Where is the RFI detected?

Greetings:

I'm working on remediating RFI for a lab instrument. The detector end picks up small (microamp) signals from a resistive transducer, intended bandwidth is in the hundreds of KHz.

The input is sent thru a DC-blocking capacitor, 0.1uF, past two clamping diodes (silicon diodes back-to-back to ground), then into the - input of an OP-27. Feedback resistor is 82K shunted by 10pf.

There's another gainstage with voltage gain of 50.

My RF input is swept from appx. 100MHz thru 500MHZ, radiated, 3V/M strength. It's amplitude modulated at 1KHz.

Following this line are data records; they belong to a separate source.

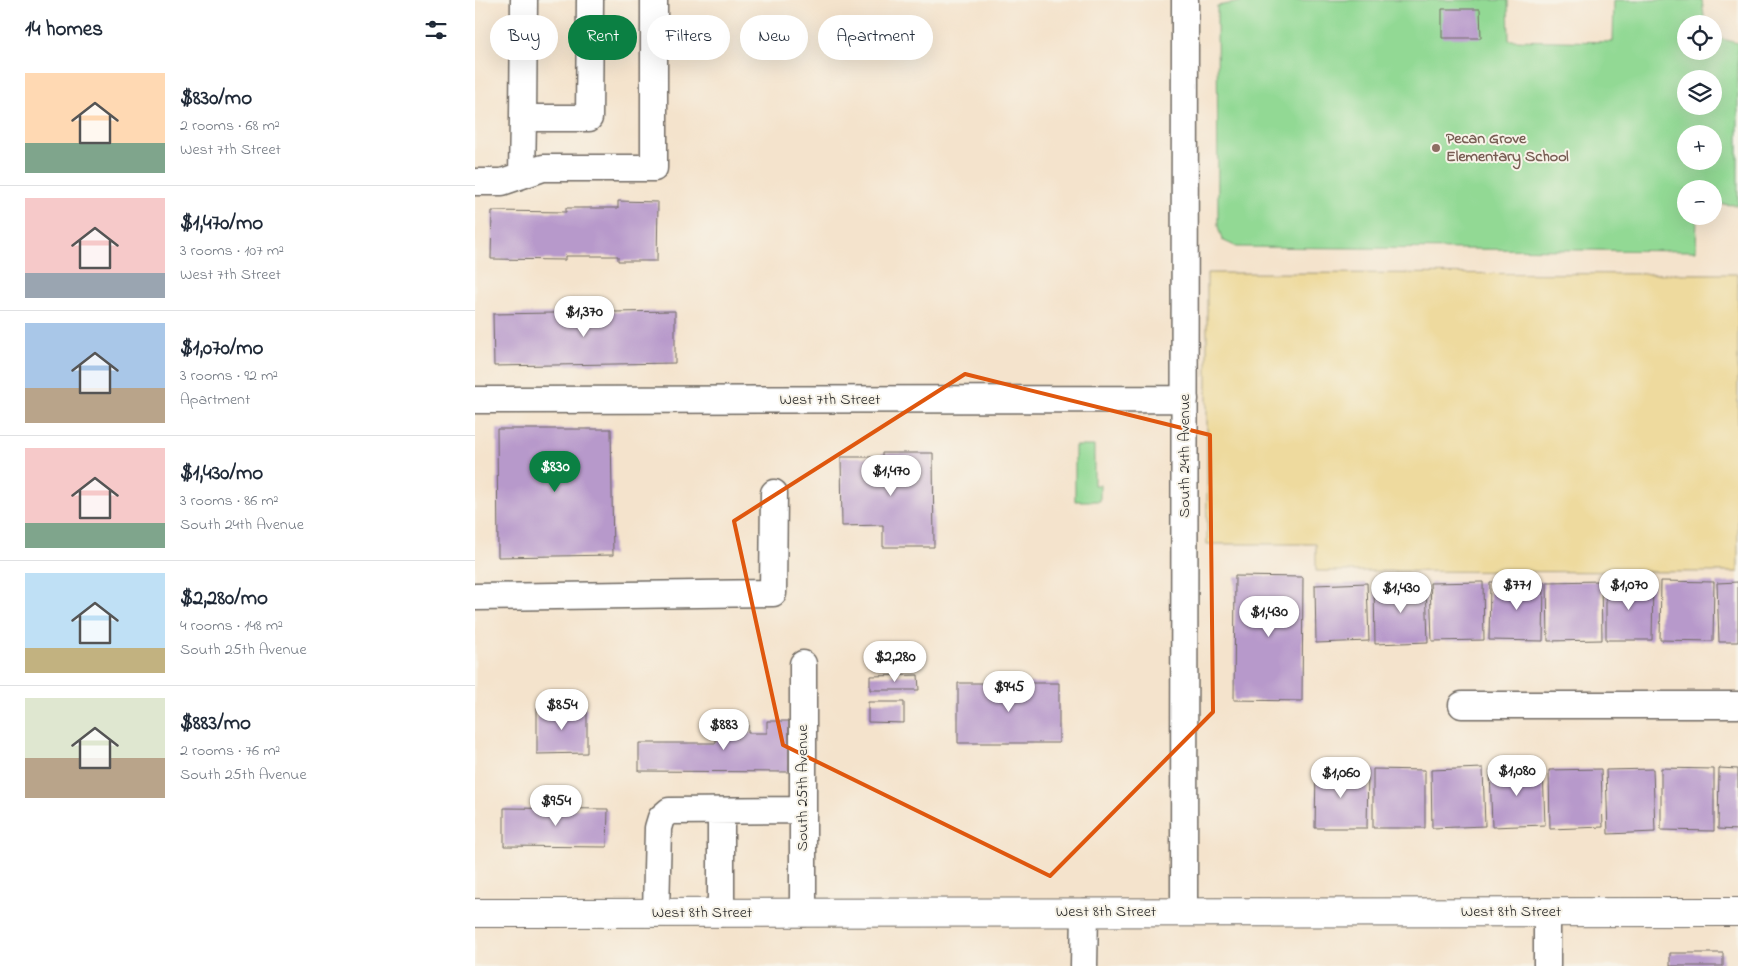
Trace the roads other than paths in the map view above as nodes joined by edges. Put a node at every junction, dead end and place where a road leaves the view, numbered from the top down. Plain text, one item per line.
1 (524, 0) edge
2 (590, 0) edge
3 (654, 0) edge
4 (1185, 0) edge
5 (523, 118) junction
6 (523, 175) junction
7 (475, 182) edge
8 (1185, 398) junction
9 (475, 400) edge
10 (774, 493) dead end
11 (475, 597) edge
12 (803, 664) dead end
13 (1462, 705) dead end
14 (1738, 705) edge
15 (803, 810) junction
16 (721, 811) junction
17 (1085, 912) junction
18 (1184, 912) junction
19 (1547, 912) junction
20 (1738, 912) edge
21 (475, 913) edge
22 (656, 913) junction
23 (721, 913) junction
24 (803, 913) junction
25 (1084, 966) edge
26 (1547, 966) edge

1 - 5 street
2 - 5 street
3 - 6 street
4 - 8 street, South 24th Avenue
5 - 6 street
6 - 7 street
8 - 9 street, West 7th Street
8 - 18 street, South 24th Avenue
10 - 11 street
12 - 15 street, South 25th Avenue
13 - 14 street
15 - 16 street
15 - 24 street, South 25th Avenue
16 - 22 street
16 - 23 street
17 - 18 main road, West 8th Street
17 - 24 main road, West 8th Street
17 - 25 street
18 - 19 main road, West 8th Street
19 - 20 main road, West 8th Street
19 - 26 street
21 - 22 main road, West 8th Street
22 - 23 main road, West 8th Street
23 - 24 main road, West 8th Street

The RF is probably being coupled into the cables (from the sensor and power supply), and the cable design isn't perfect: the shield on the cable is tied directly to the negative lead from the sensor and to ground on the PCB.

The RF shows up as the 1KHz signal at the output of the second stage: it's being detected somewhere in the amplifier chain, it seems.

We're working on standard spells and incantations for RFI: ferrites on the cabling, improved shielding for the circuits, animal sacrifices and so forth.

My question: How is the 100MHZ RF being detected? I think it isn't the diodes, but can check that. If I have RF coupled into the - input of the Op Amp, does it get rectified? What if I'm pushing the ground node around?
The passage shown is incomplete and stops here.